Thursday, October 16, 2008

Trouble the Water

New doc looks at one New Orleans family's ordeal during and after Hurricane Katrina

16 October 2008
BY
BILL O'DRISCOLL


After the flood: Kim Roberts (left) and Scott Roberts and friends.

The grim and maddening story of Hurricane Katrina and New Orleans' Lower Ninth Ward is familiar. In some minds, the episode has even passed into history.

But there are many reasons to see the new documentary
Trouble the Water. Topping the list is Kim Rivers Roberts, the dauntless young woman whose story, family and home-video footage are the film's core.

When Katrina hit, in August 2005, Roberts, her husband, Scott, and many neighbors lacked the wheels to obey the evacuation order. When the Industrial Canal levee broke, three blocks from her house, they climbed to their attic, later relocating to higher ground nearby. And when they fled the flooded city, they met Tia Lessin and Carl Deal, visiting filmmakers whose own attempts at a Katrina doc had been stymied.

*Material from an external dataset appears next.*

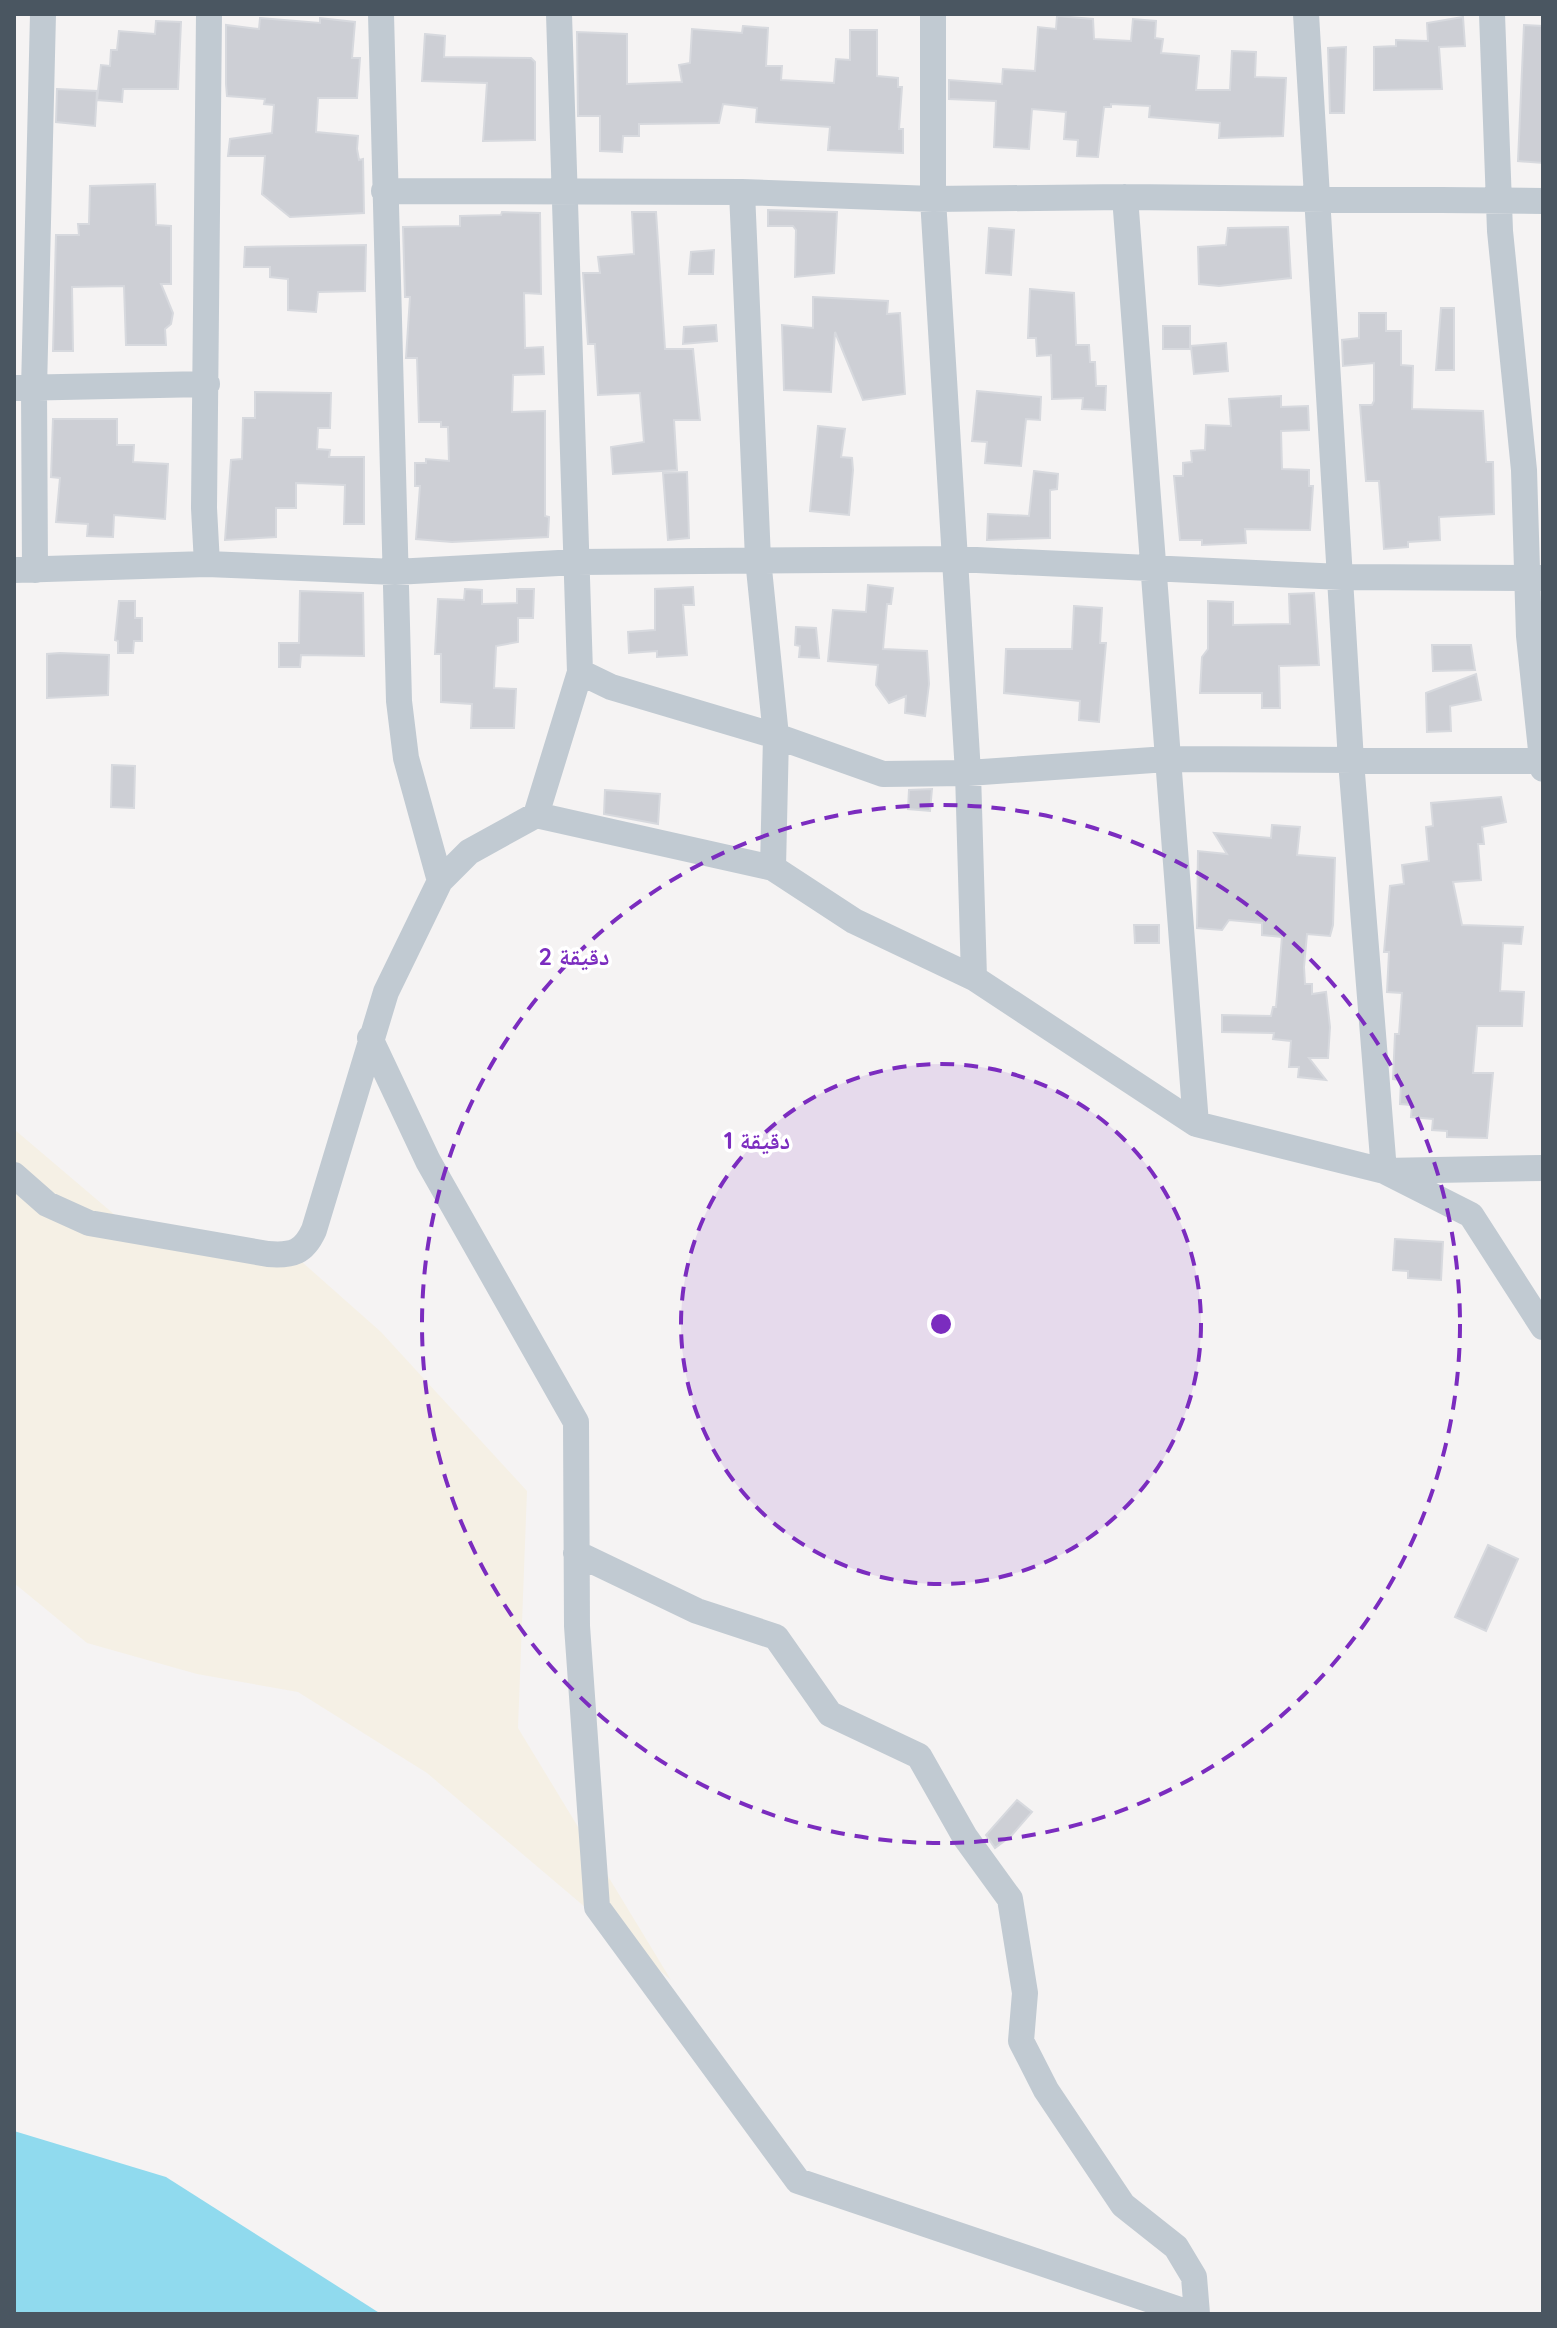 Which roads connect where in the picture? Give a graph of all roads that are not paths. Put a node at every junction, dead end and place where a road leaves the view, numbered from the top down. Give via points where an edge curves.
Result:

Trouble the Water builds from Kim Roberts' rawly candid and charismatically narrated first-person footage: howling winds; submerged streets; the naked joists of that attic refuge; Scott's brother's heroic shuttling of neighbors to safety, his rescue craft a boxer's buoyant yellow heavy bag. Then Lessin and Deal document Kim and Scott's relocation to Memphis and bittersweet return home.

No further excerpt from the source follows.